Os filmes Soft Core, por sua vez, compõem a amálgama predileta dos adolescentes de plantão, e, em geral, foram transmitidos no Brasil nas madrugadas de sexta-feira ou sábado, na TV Bandeirantes, na faixa de cinema Cine Band Privé. A marca central do gênero é a carga erótica neles envolvidas: em geral, protagonizados pelos mesmos atores das produções de cunho pornográfico, estes filmes apresentavam uma característica diferente. Possuíam uma história, um guião, em geral sob forma de drama, comédia ou suspense (ou todos os gêneros juntos), além de não apontarem para qualquer manifestação explícita: o sexo, apesar de performático, não acontece de fato, bem como não há a valorização de closes em partes íntimas. O teor de arte, apesar do questionamento de muitos críticos a respeito da qualidade das produções, fica por conta do contexto dos filmes, cujo enredo, de tão inocente, termina por ser interessante. Representantes fiéis são a série de filmes Emanuelle, protagonizada e eternizada por Sylvia Kristel, ou a série As Aventuras de Justine, protagonizada por uma adolescente - Justine (Daneen Boone) - e pelo prof. Robson, que lhe dá aulas em uma universidade para jovens superdotados. Em geral, os filmes da série Justine acontecem em regiões onde ladrões querem roubar uma relíquia histórico-arqueológica perdida, e onde Justine termina se tornando vítima dos planos mirabolantes destes malfeitores.

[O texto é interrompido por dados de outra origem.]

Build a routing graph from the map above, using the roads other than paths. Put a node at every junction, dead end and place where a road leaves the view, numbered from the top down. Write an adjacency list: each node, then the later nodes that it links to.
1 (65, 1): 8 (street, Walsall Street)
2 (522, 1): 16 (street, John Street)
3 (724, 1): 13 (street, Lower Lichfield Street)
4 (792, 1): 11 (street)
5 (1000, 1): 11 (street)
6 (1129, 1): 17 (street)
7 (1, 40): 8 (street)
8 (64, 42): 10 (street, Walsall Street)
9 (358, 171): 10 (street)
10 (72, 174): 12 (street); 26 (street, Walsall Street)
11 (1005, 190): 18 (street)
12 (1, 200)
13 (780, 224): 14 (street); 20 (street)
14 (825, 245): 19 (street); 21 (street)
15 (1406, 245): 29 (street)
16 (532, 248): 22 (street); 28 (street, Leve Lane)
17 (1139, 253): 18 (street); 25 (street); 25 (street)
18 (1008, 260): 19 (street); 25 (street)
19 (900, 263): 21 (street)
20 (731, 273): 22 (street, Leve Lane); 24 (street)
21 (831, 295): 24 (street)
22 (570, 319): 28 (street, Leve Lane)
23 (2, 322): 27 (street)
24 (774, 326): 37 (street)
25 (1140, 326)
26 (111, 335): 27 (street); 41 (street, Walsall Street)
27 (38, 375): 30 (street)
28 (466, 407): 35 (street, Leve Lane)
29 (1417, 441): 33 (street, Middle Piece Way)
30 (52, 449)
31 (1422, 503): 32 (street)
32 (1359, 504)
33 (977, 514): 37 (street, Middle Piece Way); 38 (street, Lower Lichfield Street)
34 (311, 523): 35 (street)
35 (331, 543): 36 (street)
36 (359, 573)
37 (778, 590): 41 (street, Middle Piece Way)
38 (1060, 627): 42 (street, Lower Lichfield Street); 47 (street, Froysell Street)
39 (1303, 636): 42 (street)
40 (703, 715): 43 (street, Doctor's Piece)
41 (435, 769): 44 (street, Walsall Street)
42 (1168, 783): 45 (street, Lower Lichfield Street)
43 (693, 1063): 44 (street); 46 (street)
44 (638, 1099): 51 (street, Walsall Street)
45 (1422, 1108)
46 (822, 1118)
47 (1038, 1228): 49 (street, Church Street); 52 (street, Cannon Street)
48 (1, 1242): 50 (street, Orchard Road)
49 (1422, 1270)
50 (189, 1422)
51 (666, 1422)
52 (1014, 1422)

Em geral, as películas terminam com a sugestão de que todo o enredo não passou de um sonho de Justine, e onde ela permanece em segurança, e, principalmente, virgem.
Se o sangue dos Slasher Movies era composto, principalmente, por fortes doses de katchup, e o sexo dos Soft Core não ultrapassa a barreira do explícito, além de ser guiado por uma trama, podemos lhes credenciar uma certa ingenuidade, travestida de transgressão, que compõe a cultura juvenil da década que eu e muitos jovens vivenciamos. Nosso fim de infância e início de adolescência não poderia ter sido melhor orquestrado, em termos de cultura pop - e a proibição do que seria "ver imoralidade" ou "ver um filme que vai lhe fazer ter pesadelos" era apenas mais um tempero. Da mesma forma que vem acontecendo com os filmes de bangue-bangue, americanos ou italianos, ou que as pornochanchadas dos anos 1960 e 1970, é preciso quebrar os preconceitos incutidos em nós, que temos como referência central o cinema hollywoodiano. Os Slasher Movies e os filmes Soft Core merecem lugar de destaque perante a cinematografia mundial, uma vez que são demarcadores de uma época.